Agnar sweated and strained, iron bar gripped tight in his fists. A bucket was suspended from either end, filled to the brim with rocks. Through a pineapple haze the barbarian tried to remember what obscure bet he was trying to win. The sea-elf had said something and then laughed in his face, that part he could remember. The exact reason he now stood, muscles bulging were unclear.

Echo took a long slurp from her drink, and pointed imperiously at another pile of rocks. Alice laughed hysterically, her nose and cheeks red with sunburn and drink.

Crackers and Fin tumbled in the sand. The dwarf was determined to master the ancient fighting style of the Blink Dogs, but the young dog kept cheating by licking his bald head, breaking his concentration. Fin cocked an eyebrow as if to say, Perhaps that is the key to the technique. I will study this closely.

Further up the beach, under the shade of the palm trees, Martin and Thorn sat silent in wicker chairs. In the weeks since Kythera, the former cleric seemed most comfortable in the company of the old ranger. Martin held out a bowl of tel-nuts, the red haired woman waved them politely away. The bowl was intercepted by a wicked grinning monkey wearing a red bandanna. The ranger glowered but let it pass. Thorn smiled and rose to go clear the massive wooden table, still piled with the absurdly massive white cake. Despite the best efforts of all assembled, she could still read:Happy 10th Birthday, Tali——-

A breeze blew across the crew of the Lodestar, on the beach of their island. Far above, the Floating Island of Agros hung, as carefree as another cloud in the sky. A long cable hung down, and was bolted to a large granite slab on the edge of the beach.

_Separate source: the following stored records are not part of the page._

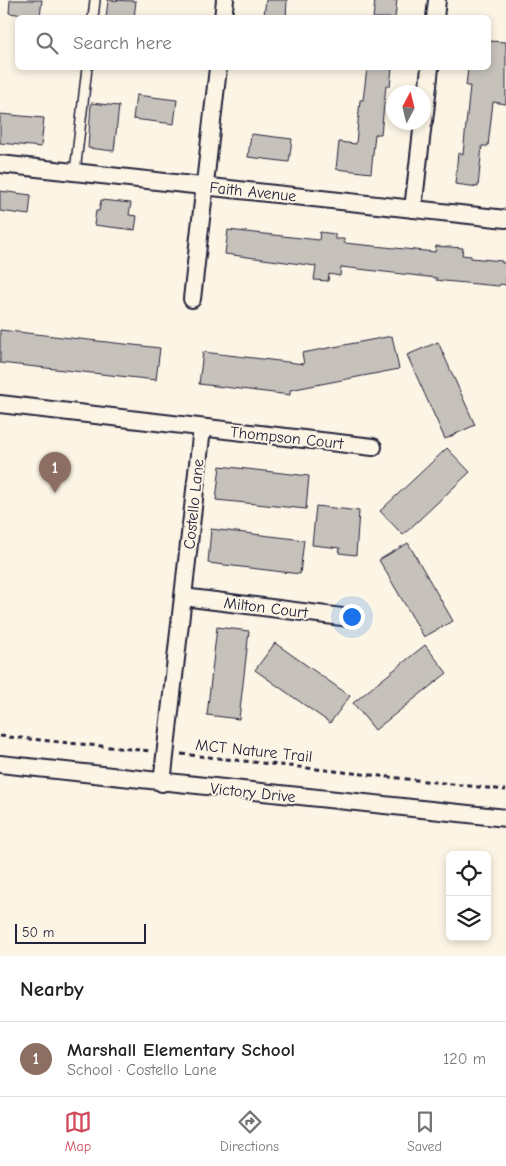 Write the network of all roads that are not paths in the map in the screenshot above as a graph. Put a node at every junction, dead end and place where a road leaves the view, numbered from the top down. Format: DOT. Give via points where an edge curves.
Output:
graph roads {
  1 [pos="95,0"];
  2 [pos="226,0"];
  3 [pos="437,0"];
  4 [pos="93,15"];
  5 [pos="224,15"];
  6 [pos="435,15"];
  7 [pos="87,70"];
  8 [pos="218,70"];
  9 [pos="430,70"];
  10 [pos="428,85"];
  11 [pos="422,130"];
  12 [pos="0,164"];
  13 [pos="74,172"];
  14 [pos="204,186"];
  15 [pos="413,209"];
  16 [pos="506,219"];
  17 [pos="192,299"];
  18 [pos="0,404"];
  19 [pos="202,428"];
  20 [pos="373,447"];
  21 [pos="183,597"];
  22 [pos="350,618"];
  23 [pos="0,769"];
  24 [pos="162,782"];
  25 [pos="506,818"];
  1 -- 4 [label="lane"];
  2 -- 5 [label="street"];
  3 -- 6 [label="street"];
  7 -- 13 [label="lane"];
  8 -- 14 [label="street"];
  9 -- 10 [label="street"];
  11 -- 15 [label="street"];
  12 -- 13 [label="street, Faith Avenue"];
  13 -- 14 [label="street, Faith Avenue"];
  14 -- 15 [label="street, Faith Avenue"];
  14 -- 17 [label="street"];
  15 -- 16 [label="street, Faith Avenue"];
  18 -- 19 [label="street"];
  19 -- 20 [label="street, Thompson Court"];
  19 -- 21 [label="street, Costello Lane"];
  21 -- 22 [label="street, Milton Court"];
  21 -- 24 [label="street, Costello Lane"];
  23 -- 24 [label="street, Victory Drive"];
  24 -- 25 [label="street, Victory Drive"];
} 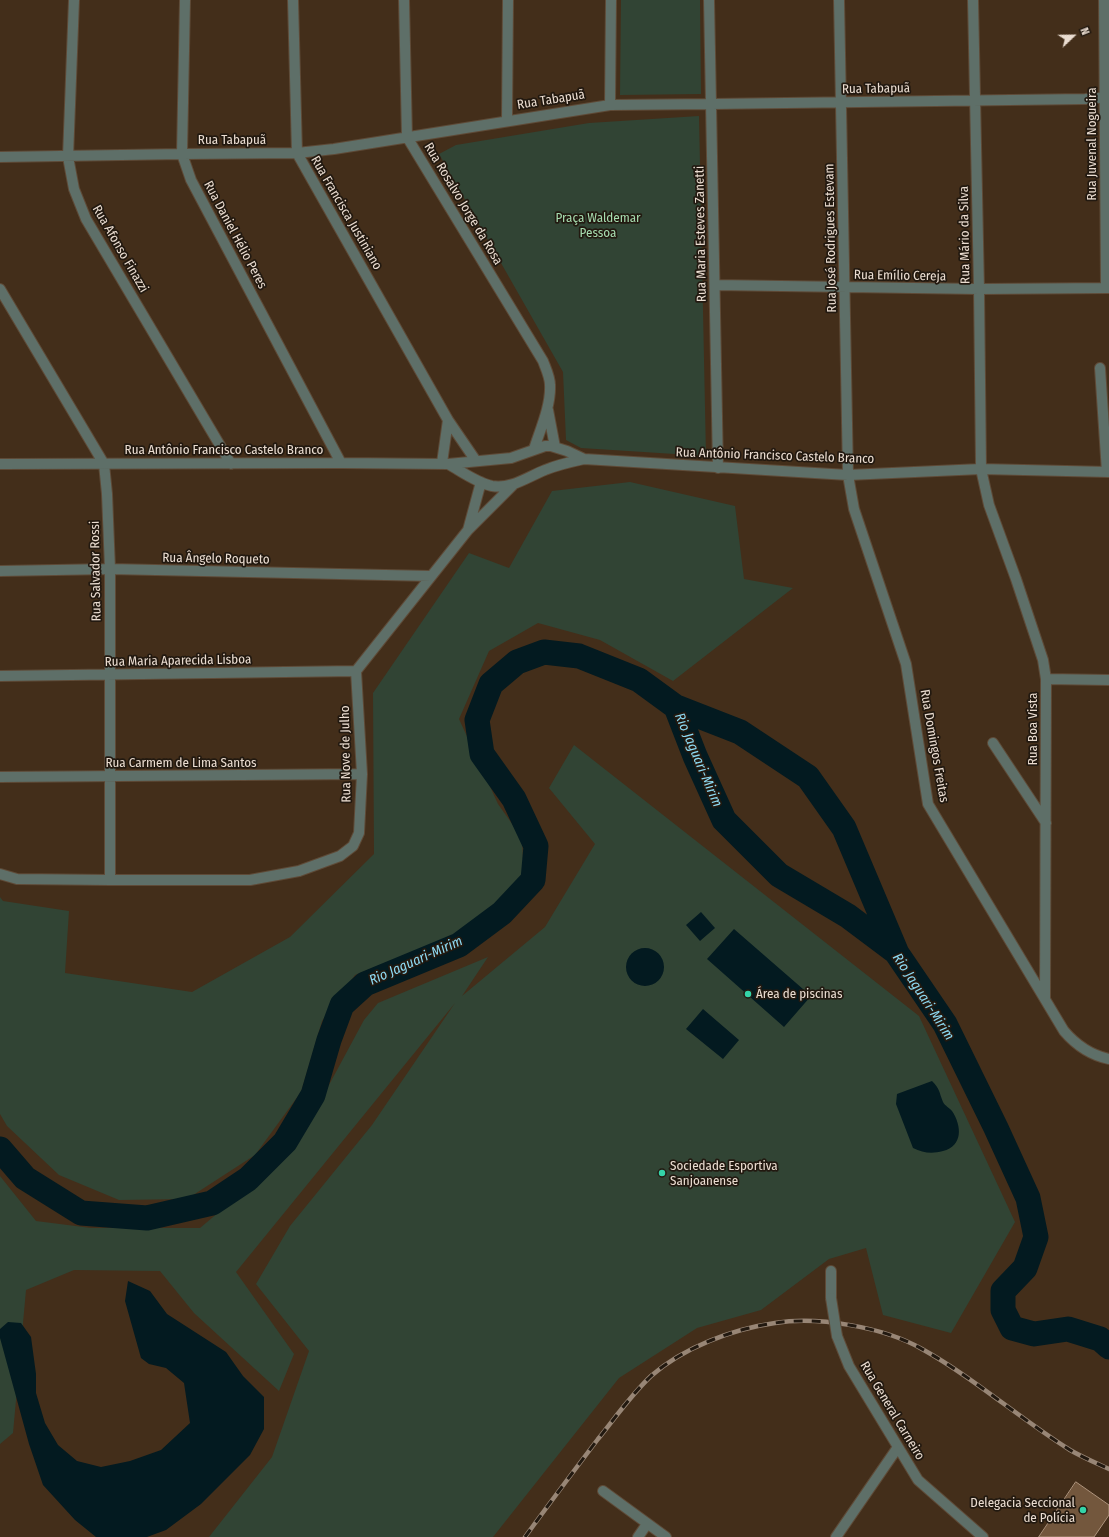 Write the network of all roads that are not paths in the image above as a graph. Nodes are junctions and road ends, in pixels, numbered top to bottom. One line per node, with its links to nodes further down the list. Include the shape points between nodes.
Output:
1 (74, 0): 21 (street, Rua Afonso Finazzi)
2 (185, 0): 19 (street, Rua Daniel Hélio Peres)
3 (293, 0): 18 (street, Rua Francisca Justiniano)
4 (404, 0): 17 (street, Rua Rosalvo Jorge da Rosa)
5 (508, 0): 16 (street)
6 (611, 0): 15 (street)
7 (709, 0): 14 (street, Rua Maria Esteves Zanetti)
8 (839, 0): 13 (street, Rua José Rodrigues Estevam)
9 (972, 0): 12 (street, Rua Mário da Silva)
10 (1104, 0): 11 (street, Rua Juvenal Nogueira)
11 (1107, 97): 12 (street, Rua Tabapuã); 24 (street, Rua Juvenal Nogueira)
12 (974, 101): 13 (street, Rua Tabapuã); 26 (street, Rua Mário da Silva)
13 (840, 103): 14 (street, Rua Tabapuã); 23 (street, Rua José Rodrigues Estevam)
14 (711, 104): 15 (street, Rua Tabapuã); 22 (street, Rua Maria Esteves Zanetti)
15 (610, 105): 16 (street, Rua Tabapuã)
16 (507, 120): 17 (street, Rua Tabapuã)
17 (407, 137): 18 (street, Rua Tabapuã); 28 (street, Rua Rosalvo Jorge da Rosa, via 543,361 550,386)
18 (297, 153): 19 (street, Rua Tabapuã); 29 (street, Rua Francisca Justiniano)
19 (182, 154): 21 (street, Rua Tabapuã); 34 (street, Rua Daniel Hélio Peres, via 190,180)
20 (0, 157): 21 (street, Rua Tabapuã)
21 (68, 157): 37 (street, Rua Afonso Finazzi, via 74,189 86,219)
22 (715, 285): 23 (street, Rua Emílio Cereja); 39 (street, Rua Maria Esteves Zanetti)
23 (845, 288): 26 (street, Rua Emílio Cereja); 42 (street, Rua José Rodrigues Estevam)
24 (1107, 288): 26 (street, Rua Emílio Cereja)
25 (0, 289): 36 (street, Rua Salvador Rossi)
26 (979, 289): 40 (street, Rua Mário da Silva)
27 (1100, 368): 41 (street)
28 (547, 408): 30 (street, Rua Rosalvo Jorge da Rosa); 31 (street, Rua Rosalvo Jorge da Rosa)
29 (448, 420): 33 (street, Rua Francisca Justiniano); 38 (street)
30 (555, 447): 31 (street, Rua Antônio Francisco Castelo Branco); 32 (street, Rua Antônio Francisco Castelo Branco)
31 (534, 449): 33 (street, Rua Antônio Francisco Castelo Branco, via 511,458)
32 (584, 459): 39 (street, Rua Antônio Francisco Castelo Branco); 44 (street, Rua Antônio Francisco Castelo Branco, via 557,465)
33 (476, 461): 38 (street, Rua Antônio Francisco Castelo Branco)
34 (341, 462): 37 (street, Rua Antônio Francisco Castelo Branco); 38 (street, Rua Antônio Francisco Castelo Branco)
35 (0, 464): 36 (street, Rua Antônio Francisco Castelo Branco)
36 (104, 464): 37 (street, Rua Antônio Francisco Castelo Branco); 46 (street, Rua Salvador Rossi)
37 (231, 464)
38 (445, 464): 43 (street, Rua Antônio Francisco Castelo Branco)
39 (718, 468): 42 (street, Rua Antônio Francisco Castelo Branco)
40 (981, 469): 41 (street, Rua Antônio Francisco Castelo Branco); 42 (street, Rua Antônio Francisco Castelo Branco); 52 (street, Rua Boa Vista, via 989,505 1043,660)
41 (1108, 472)
42 (848, 475): 61 (street, Rua Domingos Freitas, via 854,509 906,664 928,804)
43 (481, 482): 44 (street, Rua Antônio Francisco Castelo Branco, via 500,487); 45 (street)
44 (514, 485): 45 (street)
45 (468, 530): 48 (street)
46 (110, 569): 47 (street, Rua Ângelo Roqueto); 48 (street, Rua Ângelo Roqueto); 50 (street, Rua Salvador Rossi)
47 (0, 571)
48 (431, 576): 49 (street)
49 (356, 671): 50 (street, Rua Maria Aparecida Lisboa); 55 (street, Rua Nove de Julho)
50 (110, 674): 51 (street, Rua Maria Aparecida Lisboa); 56 (street, Rua Salvador Rossi)
51 (0, 676)
52 (1046, 679): 53 (street); 58 (street, Rua Boa Vista)
53 (1109, 680)
54 (993, 743): 58 (street)
55 (362, 774): 56 (street, Rua Carmem de Lima Santos); 60 (street, Rua Nove de Julho, via 358,832 353,846 340,856 299,871 250,880)
56 (110, 776): 57 (street, Rua Carmem de Lima Santos); 60 (street, Rua Salvador Rossi)
57 (0, 777)
58 (1046, 823): 61 (street, Rua Boa Vista)
59 (0, 874): 60 (street, Rua Nove de Julho, via 17,879)
60 (110, 880)
61 (1046, 1000): 62 (street, Rua Domingos Freitas, via 1064,1031 1074,1042 1085,1050)
62 (1109, 1059)
63 (831, 1271): 64 (street, Rua General Carneiro, bridge, via 831,1298 837,1336 849,1366)
64 (898, 1447): 69 (street); 70 (street, Rua General Carneiro, via 918,1480)
65 (603, 1492): 66 (street)
66 (647, 1524): 67 (street); 68 (street)
67 (638, 1537)
68 (666, 1537)
69 (836, 1537)
70 (983, 1537)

Echo took another long slurp of her pineapple-slush, then pushed herself unsteadily to her feet. The concoction caused a serious brain freeze, but the alcoholic kick was within spitting distance of paint thinner. She began to totter in the direction of a refill, when her she felt a splitting pain in the center of her head. It was far too early for any sort of hangover — and looking across the beach she saw the rest of the crew grab their temples with similar expressions of pain.

Then the three-headed shark behemoth appeared.

Dayjen and Corben were caught completely unawares, their tiny skiff buffeted far out to sea by the titanic eruption of water. They went spinning out of sight around the edge of the cape to the west.

The sea-creature was massive, mouths thirty feet wide — Echo blinked and saw the tell-tale purple tentacles ripple out of the sea and slap and lash at the edge of the sand.

The pain in each person’s head intensified, as the creature savaged their mind with a telepathic roar. The words were not in Common, but each mind definitely got the gist.

It is I, Thousandteeth Dodecapus! I have come to wage battle with the true princess of the Dolphin Tribe. Come puny mortal, bring your pitiful land-tribe and let our prophesied time of reckoning begin!

Talitha looked across the sand castle to her adopted sister, and whispered. “Best. Birthday. Ever.”